[Items from a data source]
• • • • •

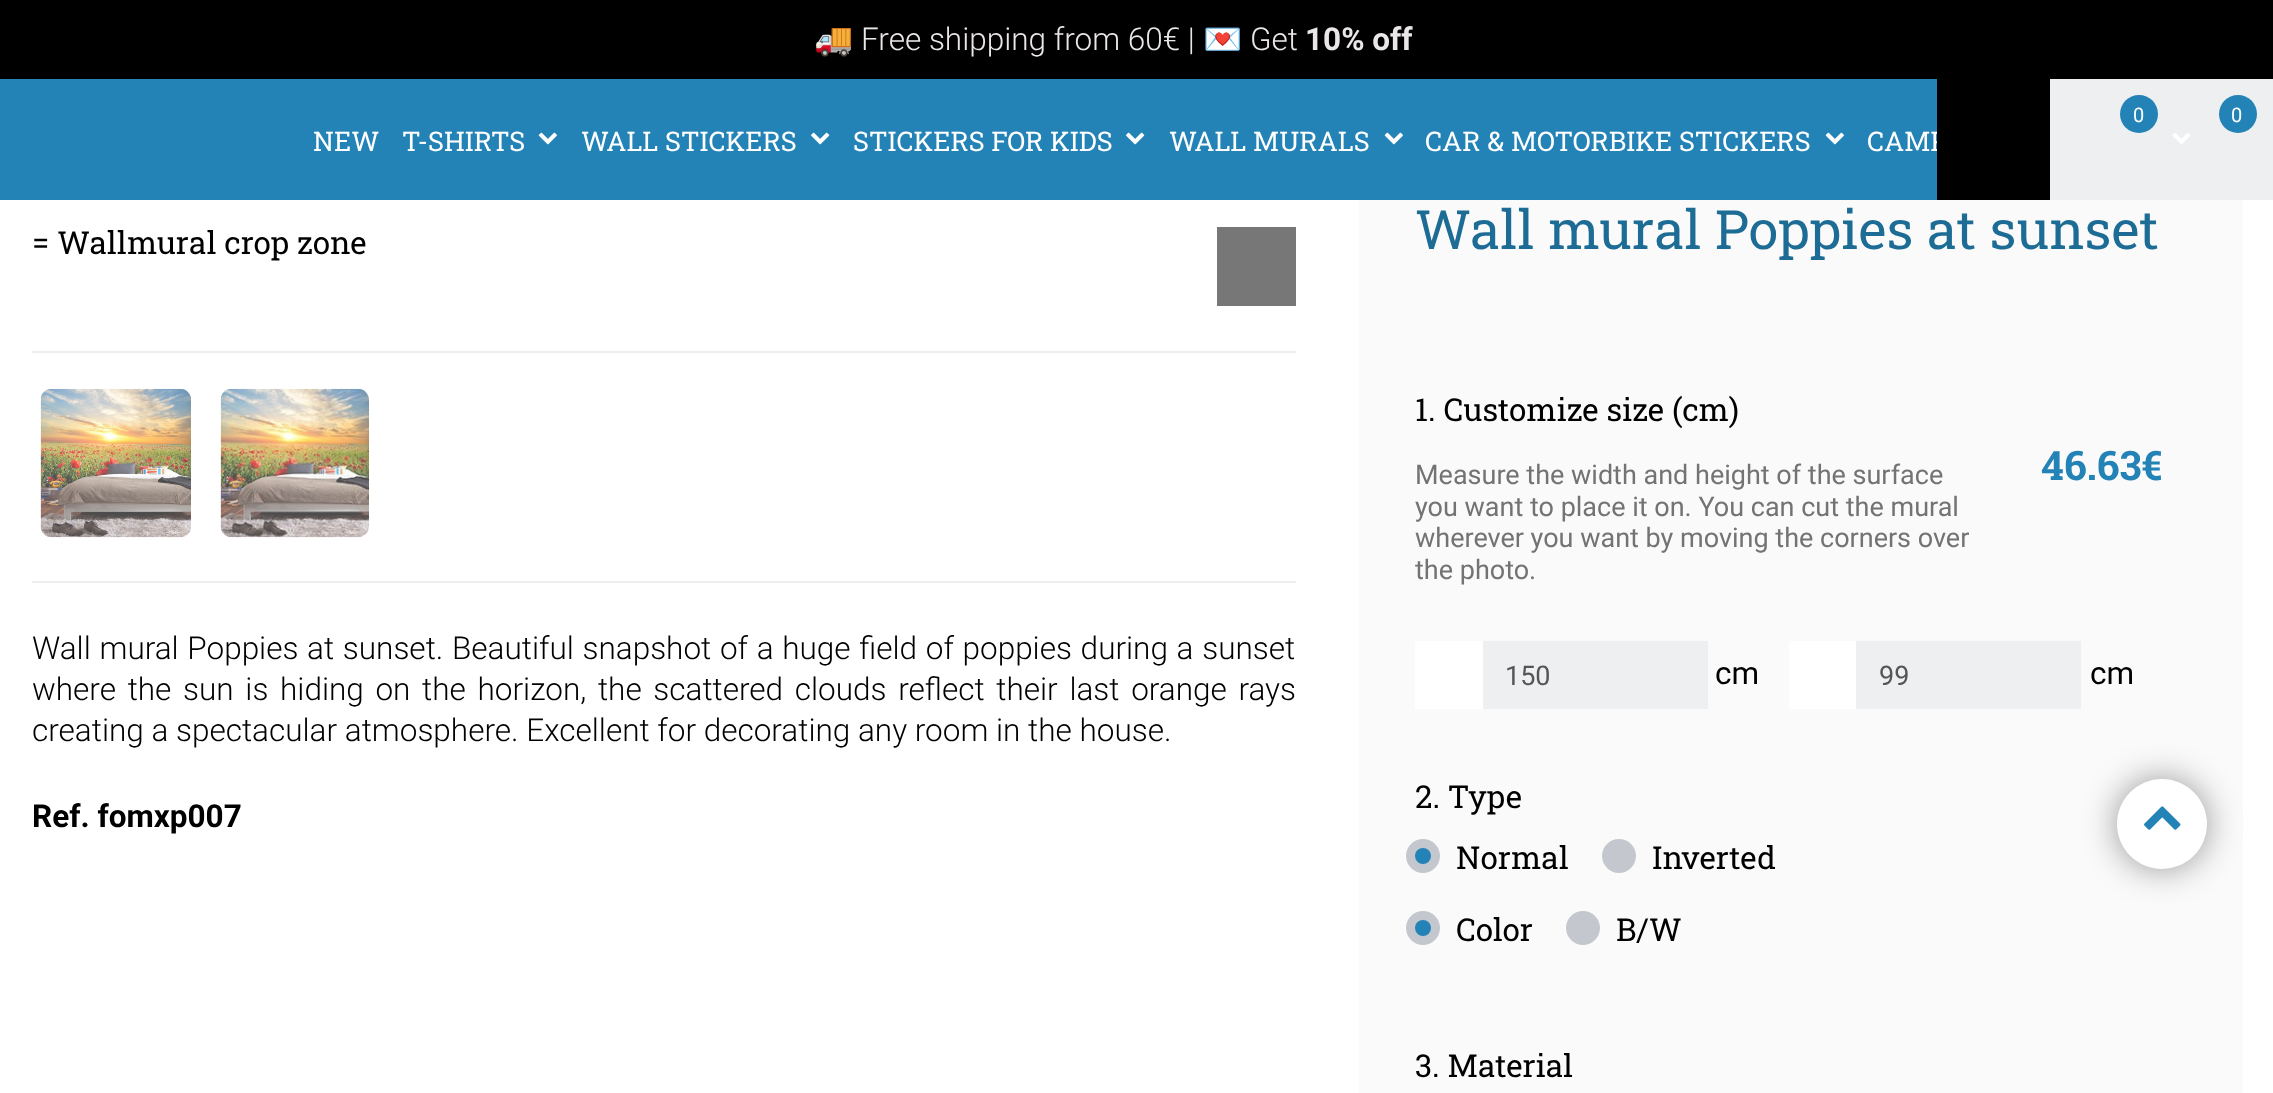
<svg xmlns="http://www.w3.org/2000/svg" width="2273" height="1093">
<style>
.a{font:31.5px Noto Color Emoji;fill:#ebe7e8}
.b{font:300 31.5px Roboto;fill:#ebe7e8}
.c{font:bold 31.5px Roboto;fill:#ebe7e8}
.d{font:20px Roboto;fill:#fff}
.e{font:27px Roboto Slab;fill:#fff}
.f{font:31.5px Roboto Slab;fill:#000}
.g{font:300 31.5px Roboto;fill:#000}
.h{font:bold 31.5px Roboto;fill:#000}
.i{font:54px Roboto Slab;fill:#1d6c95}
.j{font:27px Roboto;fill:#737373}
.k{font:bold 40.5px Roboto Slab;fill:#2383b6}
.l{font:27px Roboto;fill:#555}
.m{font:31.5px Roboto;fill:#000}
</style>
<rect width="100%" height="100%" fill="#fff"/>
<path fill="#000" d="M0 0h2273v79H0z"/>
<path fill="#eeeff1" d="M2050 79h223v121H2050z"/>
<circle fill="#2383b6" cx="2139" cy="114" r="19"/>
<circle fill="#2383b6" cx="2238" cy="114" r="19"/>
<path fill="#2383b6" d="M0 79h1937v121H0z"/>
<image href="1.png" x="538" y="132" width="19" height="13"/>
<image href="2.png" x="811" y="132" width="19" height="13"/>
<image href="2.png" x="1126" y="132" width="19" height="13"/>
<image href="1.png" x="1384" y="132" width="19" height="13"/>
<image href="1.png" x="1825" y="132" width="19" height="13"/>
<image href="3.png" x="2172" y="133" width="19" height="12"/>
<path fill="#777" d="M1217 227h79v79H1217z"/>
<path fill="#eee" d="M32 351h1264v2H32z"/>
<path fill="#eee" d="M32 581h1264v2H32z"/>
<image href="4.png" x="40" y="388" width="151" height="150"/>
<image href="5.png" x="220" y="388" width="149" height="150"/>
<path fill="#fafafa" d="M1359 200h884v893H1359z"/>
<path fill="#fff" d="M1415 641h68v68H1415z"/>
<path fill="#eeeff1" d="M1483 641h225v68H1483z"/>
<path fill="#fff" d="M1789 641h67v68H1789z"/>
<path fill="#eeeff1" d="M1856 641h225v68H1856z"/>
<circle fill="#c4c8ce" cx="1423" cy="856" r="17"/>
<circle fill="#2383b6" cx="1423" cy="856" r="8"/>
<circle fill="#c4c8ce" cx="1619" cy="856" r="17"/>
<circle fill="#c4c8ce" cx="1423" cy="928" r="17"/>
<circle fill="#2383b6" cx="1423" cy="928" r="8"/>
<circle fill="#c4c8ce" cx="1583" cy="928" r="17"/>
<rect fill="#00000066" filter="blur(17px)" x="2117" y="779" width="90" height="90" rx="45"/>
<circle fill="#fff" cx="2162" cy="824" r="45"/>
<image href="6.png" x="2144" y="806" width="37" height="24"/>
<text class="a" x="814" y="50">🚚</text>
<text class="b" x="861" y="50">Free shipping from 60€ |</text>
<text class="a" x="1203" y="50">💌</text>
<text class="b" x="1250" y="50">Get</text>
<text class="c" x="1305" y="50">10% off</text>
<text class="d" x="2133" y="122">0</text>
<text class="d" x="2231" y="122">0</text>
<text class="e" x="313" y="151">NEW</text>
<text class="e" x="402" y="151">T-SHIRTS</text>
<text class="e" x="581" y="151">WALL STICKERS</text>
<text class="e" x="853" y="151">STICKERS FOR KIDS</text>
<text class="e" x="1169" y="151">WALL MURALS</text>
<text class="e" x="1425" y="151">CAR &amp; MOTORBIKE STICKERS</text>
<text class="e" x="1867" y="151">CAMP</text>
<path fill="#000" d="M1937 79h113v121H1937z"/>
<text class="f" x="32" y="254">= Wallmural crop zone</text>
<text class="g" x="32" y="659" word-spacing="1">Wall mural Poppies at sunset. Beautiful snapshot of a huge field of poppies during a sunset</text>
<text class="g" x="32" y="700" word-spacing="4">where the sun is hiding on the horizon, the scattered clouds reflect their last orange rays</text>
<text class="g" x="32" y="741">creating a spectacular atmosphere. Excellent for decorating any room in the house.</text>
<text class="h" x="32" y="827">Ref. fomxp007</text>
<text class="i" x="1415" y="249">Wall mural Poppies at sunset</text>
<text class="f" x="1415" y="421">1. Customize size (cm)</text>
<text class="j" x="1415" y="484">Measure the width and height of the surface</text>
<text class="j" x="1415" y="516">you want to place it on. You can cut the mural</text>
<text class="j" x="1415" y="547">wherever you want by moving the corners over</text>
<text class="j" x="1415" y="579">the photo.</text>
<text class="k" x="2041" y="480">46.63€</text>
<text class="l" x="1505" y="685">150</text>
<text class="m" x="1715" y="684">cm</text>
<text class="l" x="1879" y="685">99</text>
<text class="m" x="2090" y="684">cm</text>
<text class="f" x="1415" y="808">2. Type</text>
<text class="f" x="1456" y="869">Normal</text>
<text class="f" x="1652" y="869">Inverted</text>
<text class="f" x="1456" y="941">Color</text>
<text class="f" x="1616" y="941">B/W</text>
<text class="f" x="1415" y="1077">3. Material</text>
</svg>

• • • • •

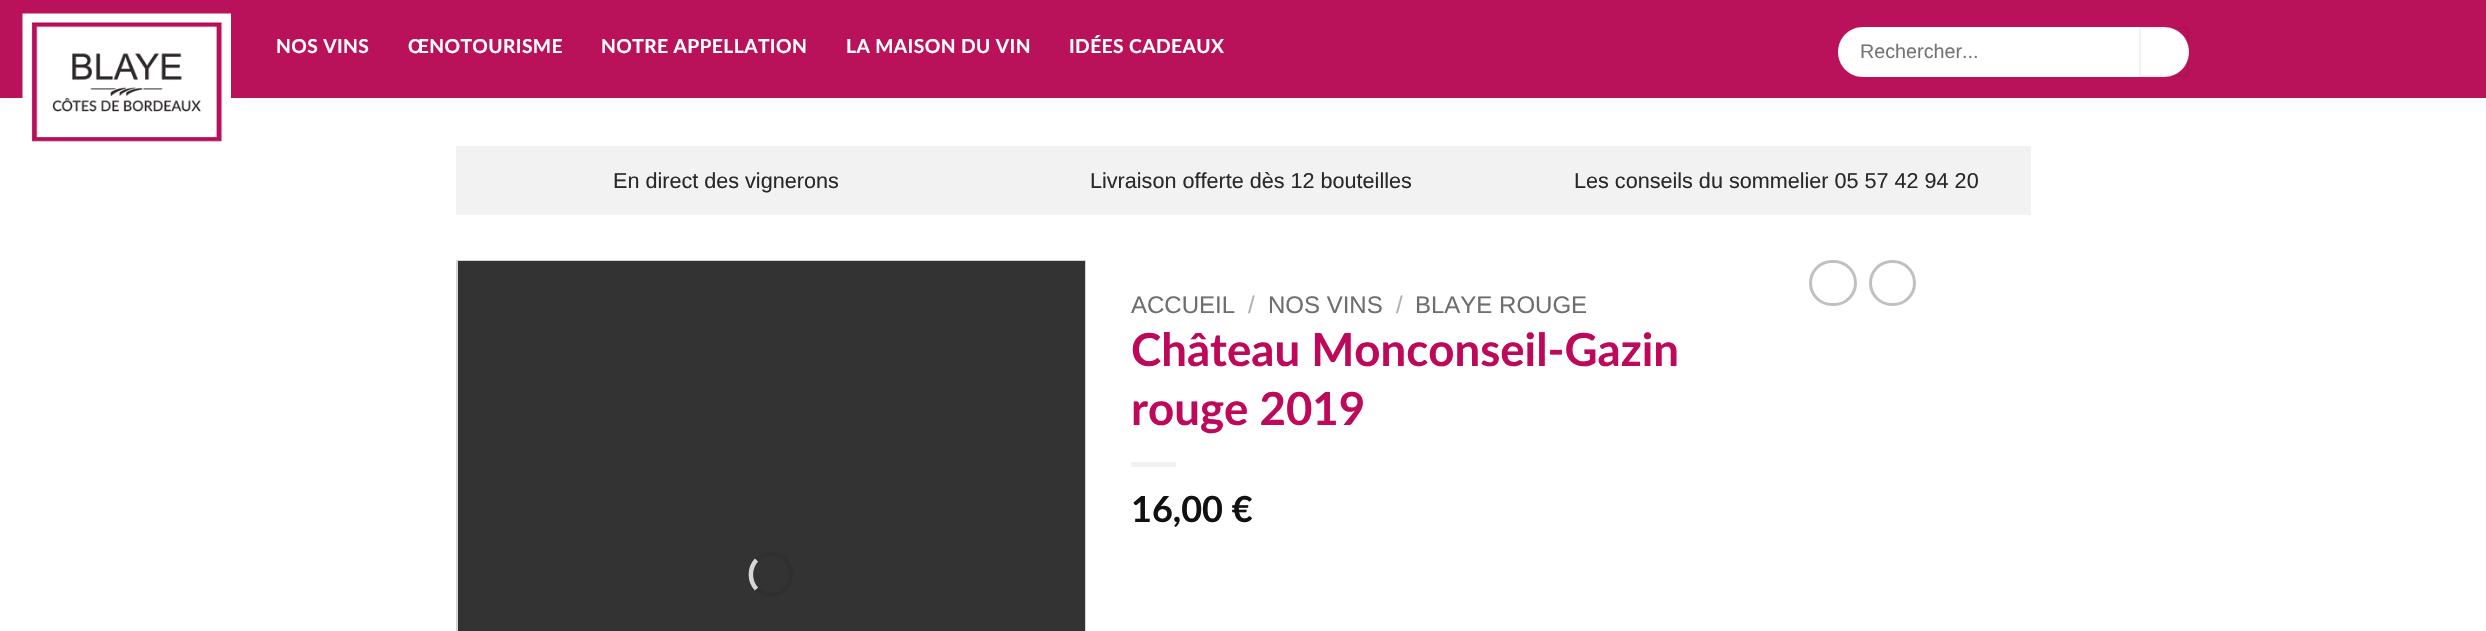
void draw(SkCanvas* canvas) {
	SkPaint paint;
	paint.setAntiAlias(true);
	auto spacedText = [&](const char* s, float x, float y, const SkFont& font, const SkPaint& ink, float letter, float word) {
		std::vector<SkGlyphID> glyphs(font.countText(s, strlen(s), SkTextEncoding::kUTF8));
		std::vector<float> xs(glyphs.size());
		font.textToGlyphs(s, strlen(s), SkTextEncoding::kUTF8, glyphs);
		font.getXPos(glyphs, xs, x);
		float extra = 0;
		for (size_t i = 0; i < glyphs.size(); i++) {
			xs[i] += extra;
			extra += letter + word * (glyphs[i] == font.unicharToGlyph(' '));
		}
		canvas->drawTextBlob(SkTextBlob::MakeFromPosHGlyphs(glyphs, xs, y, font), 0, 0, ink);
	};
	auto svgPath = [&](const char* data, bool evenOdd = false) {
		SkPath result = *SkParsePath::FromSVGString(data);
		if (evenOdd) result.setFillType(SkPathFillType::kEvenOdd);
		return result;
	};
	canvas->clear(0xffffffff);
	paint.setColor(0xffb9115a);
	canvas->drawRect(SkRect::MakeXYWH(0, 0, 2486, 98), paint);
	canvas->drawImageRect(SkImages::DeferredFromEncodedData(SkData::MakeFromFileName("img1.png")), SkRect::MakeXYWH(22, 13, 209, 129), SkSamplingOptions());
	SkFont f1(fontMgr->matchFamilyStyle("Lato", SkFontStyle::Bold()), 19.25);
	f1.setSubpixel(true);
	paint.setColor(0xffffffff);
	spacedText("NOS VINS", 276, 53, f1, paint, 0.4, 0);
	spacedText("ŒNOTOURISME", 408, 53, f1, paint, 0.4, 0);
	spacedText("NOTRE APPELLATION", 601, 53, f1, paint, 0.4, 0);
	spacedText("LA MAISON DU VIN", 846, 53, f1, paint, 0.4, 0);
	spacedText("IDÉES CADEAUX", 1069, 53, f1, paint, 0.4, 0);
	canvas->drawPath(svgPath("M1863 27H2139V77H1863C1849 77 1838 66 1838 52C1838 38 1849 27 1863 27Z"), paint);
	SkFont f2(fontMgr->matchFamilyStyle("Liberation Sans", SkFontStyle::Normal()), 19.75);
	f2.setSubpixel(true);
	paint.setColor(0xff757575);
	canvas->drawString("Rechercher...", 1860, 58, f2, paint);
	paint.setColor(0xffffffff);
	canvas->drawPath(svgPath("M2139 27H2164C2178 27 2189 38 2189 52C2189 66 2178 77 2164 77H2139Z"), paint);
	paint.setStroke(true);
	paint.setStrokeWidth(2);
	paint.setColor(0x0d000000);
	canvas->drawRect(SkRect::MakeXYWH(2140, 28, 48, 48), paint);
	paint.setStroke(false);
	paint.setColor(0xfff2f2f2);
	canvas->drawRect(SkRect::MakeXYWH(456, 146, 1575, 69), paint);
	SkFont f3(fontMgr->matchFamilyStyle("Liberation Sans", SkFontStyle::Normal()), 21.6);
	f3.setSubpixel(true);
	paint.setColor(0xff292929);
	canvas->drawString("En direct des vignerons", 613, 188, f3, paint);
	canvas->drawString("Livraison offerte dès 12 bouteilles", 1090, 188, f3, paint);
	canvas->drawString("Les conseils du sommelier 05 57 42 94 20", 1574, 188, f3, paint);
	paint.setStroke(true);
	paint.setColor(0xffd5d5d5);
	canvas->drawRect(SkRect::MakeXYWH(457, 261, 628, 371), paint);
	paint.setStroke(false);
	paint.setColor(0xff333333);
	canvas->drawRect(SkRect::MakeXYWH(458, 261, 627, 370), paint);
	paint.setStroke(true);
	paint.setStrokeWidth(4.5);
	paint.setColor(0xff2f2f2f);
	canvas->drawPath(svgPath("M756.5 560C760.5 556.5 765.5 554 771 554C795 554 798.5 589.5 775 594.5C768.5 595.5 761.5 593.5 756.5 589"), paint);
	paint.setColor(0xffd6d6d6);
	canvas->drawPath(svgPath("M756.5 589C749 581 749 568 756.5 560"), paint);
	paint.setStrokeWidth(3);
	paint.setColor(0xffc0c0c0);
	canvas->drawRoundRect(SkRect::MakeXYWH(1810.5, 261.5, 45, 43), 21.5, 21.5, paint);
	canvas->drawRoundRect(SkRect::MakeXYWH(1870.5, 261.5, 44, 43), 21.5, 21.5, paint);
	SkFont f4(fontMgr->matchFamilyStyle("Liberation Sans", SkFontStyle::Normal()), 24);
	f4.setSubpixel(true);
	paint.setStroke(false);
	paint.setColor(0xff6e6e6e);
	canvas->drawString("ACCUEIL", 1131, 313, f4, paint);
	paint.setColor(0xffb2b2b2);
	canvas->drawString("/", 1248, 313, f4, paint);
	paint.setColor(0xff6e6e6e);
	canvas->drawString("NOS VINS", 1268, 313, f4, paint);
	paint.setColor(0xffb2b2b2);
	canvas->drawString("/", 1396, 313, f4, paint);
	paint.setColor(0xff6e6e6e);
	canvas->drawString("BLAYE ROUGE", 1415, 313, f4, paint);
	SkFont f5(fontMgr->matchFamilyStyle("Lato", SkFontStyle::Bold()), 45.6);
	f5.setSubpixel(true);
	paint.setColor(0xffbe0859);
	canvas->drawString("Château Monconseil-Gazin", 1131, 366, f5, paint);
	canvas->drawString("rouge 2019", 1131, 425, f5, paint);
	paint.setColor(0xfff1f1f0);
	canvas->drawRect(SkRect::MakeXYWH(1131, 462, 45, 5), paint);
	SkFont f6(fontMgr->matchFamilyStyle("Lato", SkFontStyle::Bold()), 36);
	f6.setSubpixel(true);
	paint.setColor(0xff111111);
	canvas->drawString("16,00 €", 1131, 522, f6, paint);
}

• • • • •

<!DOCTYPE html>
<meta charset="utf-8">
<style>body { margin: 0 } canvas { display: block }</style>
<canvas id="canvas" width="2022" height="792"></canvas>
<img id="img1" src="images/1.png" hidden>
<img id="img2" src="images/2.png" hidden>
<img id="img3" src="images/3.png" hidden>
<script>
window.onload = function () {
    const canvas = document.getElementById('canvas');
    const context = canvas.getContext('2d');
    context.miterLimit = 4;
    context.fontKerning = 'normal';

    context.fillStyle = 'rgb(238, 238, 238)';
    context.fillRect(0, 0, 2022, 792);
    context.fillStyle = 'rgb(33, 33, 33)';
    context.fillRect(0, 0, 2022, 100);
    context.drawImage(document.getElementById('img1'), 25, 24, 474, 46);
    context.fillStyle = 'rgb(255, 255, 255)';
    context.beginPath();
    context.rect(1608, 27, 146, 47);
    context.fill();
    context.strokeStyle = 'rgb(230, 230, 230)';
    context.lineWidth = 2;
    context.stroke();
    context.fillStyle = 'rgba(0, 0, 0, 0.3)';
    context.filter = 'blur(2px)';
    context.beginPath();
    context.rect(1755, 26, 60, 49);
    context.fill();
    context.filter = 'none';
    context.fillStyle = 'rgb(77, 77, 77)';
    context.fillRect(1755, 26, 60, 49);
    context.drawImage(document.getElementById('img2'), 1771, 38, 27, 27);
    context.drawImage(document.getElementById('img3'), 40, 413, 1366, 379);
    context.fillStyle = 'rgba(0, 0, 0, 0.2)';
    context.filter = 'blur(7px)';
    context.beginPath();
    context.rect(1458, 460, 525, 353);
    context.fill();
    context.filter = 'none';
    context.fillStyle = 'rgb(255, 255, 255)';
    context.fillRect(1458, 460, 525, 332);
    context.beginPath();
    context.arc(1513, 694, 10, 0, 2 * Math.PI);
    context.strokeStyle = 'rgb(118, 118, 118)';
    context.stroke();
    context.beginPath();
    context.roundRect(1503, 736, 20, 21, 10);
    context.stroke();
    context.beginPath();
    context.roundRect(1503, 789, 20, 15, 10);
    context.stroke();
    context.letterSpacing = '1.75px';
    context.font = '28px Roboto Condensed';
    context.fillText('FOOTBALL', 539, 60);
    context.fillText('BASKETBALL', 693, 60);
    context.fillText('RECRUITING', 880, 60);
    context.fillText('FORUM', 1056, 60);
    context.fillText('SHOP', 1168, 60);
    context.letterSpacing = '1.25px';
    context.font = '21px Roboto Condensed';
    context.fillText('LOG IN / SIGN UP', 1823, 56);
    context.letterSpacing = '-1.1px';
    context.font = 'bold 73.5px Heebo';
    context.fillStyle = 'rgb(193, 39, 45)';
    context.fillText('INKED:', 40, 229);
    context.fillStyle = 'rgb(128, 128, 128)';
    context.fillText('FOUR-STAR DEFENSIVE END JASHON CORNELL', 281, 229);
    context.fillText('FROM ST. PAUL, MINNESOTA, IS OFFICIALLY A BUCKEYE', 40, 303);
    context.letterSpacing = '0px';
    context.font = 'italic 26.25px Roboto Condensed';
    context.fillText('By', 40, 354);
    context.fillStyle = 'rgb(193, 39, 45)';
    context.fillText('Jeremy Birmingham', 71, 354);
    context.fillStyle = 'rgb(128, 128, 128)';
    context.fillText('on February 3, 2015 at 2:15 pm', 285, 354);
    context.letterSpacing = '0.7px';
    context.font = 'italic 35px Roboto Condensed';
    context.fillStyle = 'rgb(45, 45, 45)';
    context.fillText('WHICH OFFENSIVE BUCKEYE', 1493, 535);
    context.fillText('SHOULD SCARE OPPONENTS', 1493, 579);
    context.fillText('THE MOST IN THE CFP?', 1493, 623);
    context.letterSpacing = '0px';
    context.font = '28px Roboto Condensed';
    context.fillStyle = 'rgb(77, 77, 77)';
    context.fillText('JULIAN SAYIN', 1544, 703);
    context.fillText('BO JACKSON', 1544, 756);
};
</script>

• • • • •

* Directions:
Copy the lines from the entries above in which the word "float" appears.

* Output below:
	auto spacedText = [&](const char* s, float x, float y, const SkFont& font, const SkPaint& ink, float letter, float word) {
		std::vector<float> xs(glyphs.size());
		float extra = 0;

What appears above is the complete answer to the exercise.